Data to process below:

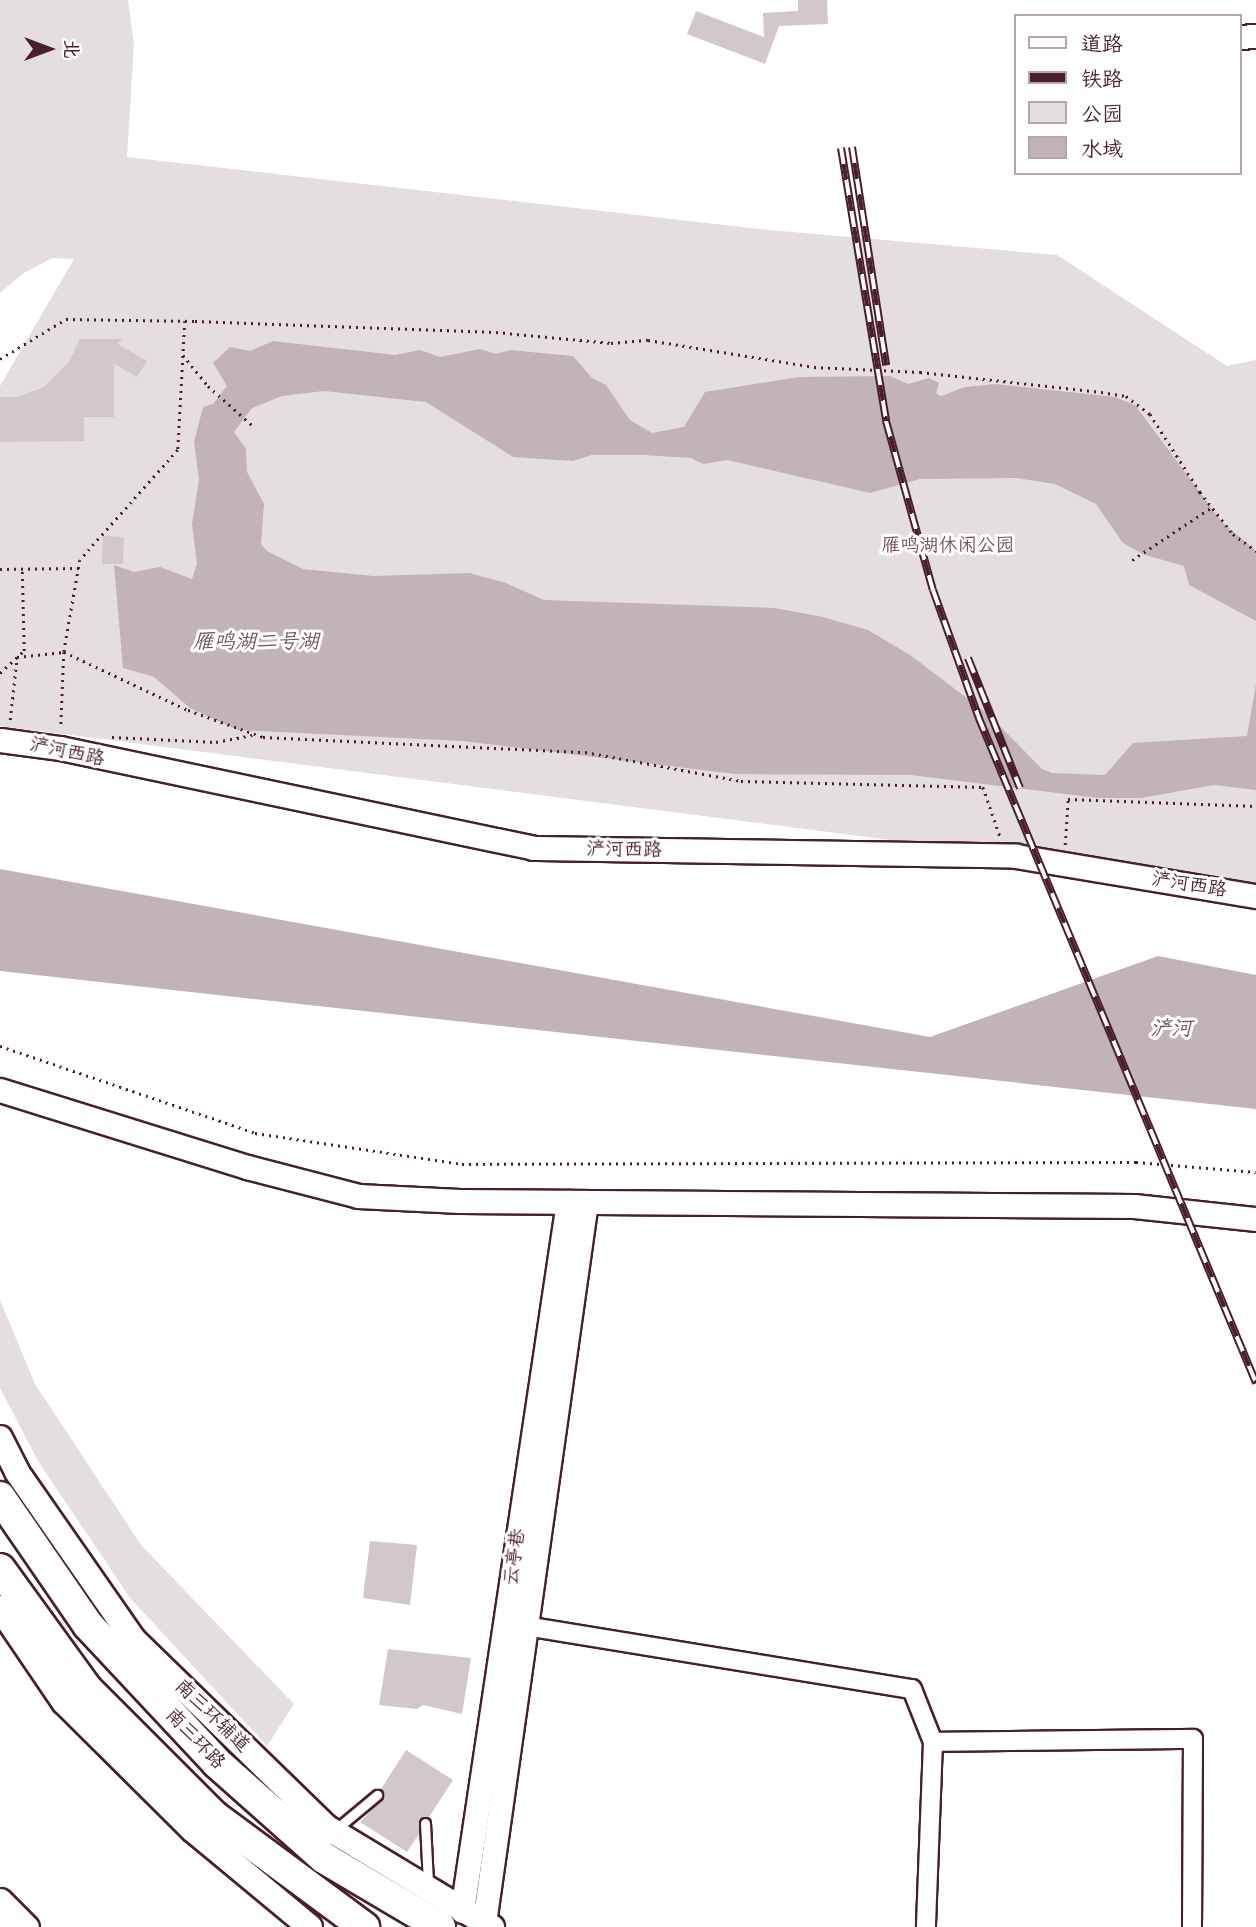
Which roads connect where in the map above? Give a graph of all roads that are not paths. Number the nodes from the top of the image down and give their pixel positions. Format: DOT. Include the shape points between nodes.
graph roads {
  1 [pos="4,741"];
  2 [pos="1256,896"];
  3 [pos="0,1090"];
  4 [pos="577,1202"];
  5 [pos="1256,1219"];
  6 [pos="0,1438"];
  7 [pos="0,1497"];
  8 [pos="0,1569"];
  9 [pos="0,1608"];
  10 [pos="526,1626"];
  11 [pos="933,1742"];
  12 [pos="377,1795"];
  13 [pos="425,1823"];
  14 [pos="328,1839"];
  15 [pos="428,1892"];
  16 [pos="0,1900"];
  17 [pos="451,1919"];
  18 [pos="488,1925"];
  19 [pos="27,1927"];
  20 [pos="310,1927"];
  21 [pos="364,1927"];
  22 [pos="926,1927"];
  23 [pos="1192,1927"];
  1 -- 2 [label="street, 浐河西路" via="60,748 533,848 1007,856"];
  3 -- 4 [label="street" via="247,1167 358,1196"];
  4 -- 5 [label="street" via="1134,1206"];
  4 -- 10 [label="street"];
  4 -- 17 [label="street, 云亭巷"];
  6 -- 14 [label="main road, 南三环辅道" via="17,1472 133,1639"];
  7 -- 14 [label="highway, 南三环路" via="88,1625 217,1763"];
  8 -- 21 [label="highway, 南三环路" via="87,1689 214,1816"];
  9 -- 20 [label="main road" via="64,1702 193,1830 284,1910"];
  10 -- 11 [label="street" via="912,1689"];
  10 -- 18 [label="street"];
  11 -- 22 [label="street"];
  11 -- 23 [label="street" via="1193,1739"];
  12 -- 14 [label="lane"];
  13 -- 15 [label="lane"];
  14 -- 15 [label="main road, 南三环辅道"];
  14 -- 17 [label="highway, 南三环路"];
  15 -- 17 [label="main road, 南三环辅道"];
  16 -- 19 [label="street"];
  17 -- 18 [label="main road, 南三环辅道"];
}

End of Data to process.

### Work instruction
Copy down every line of the material above that includes the string "graph".

### Result of this exercise
Which roads connect where in the map above? Give a graph of all roads that are not paths. Number the nodes from the top of the image down and give their pixel positions. Format: DOT. Include the shape points between nodes.
graph roads {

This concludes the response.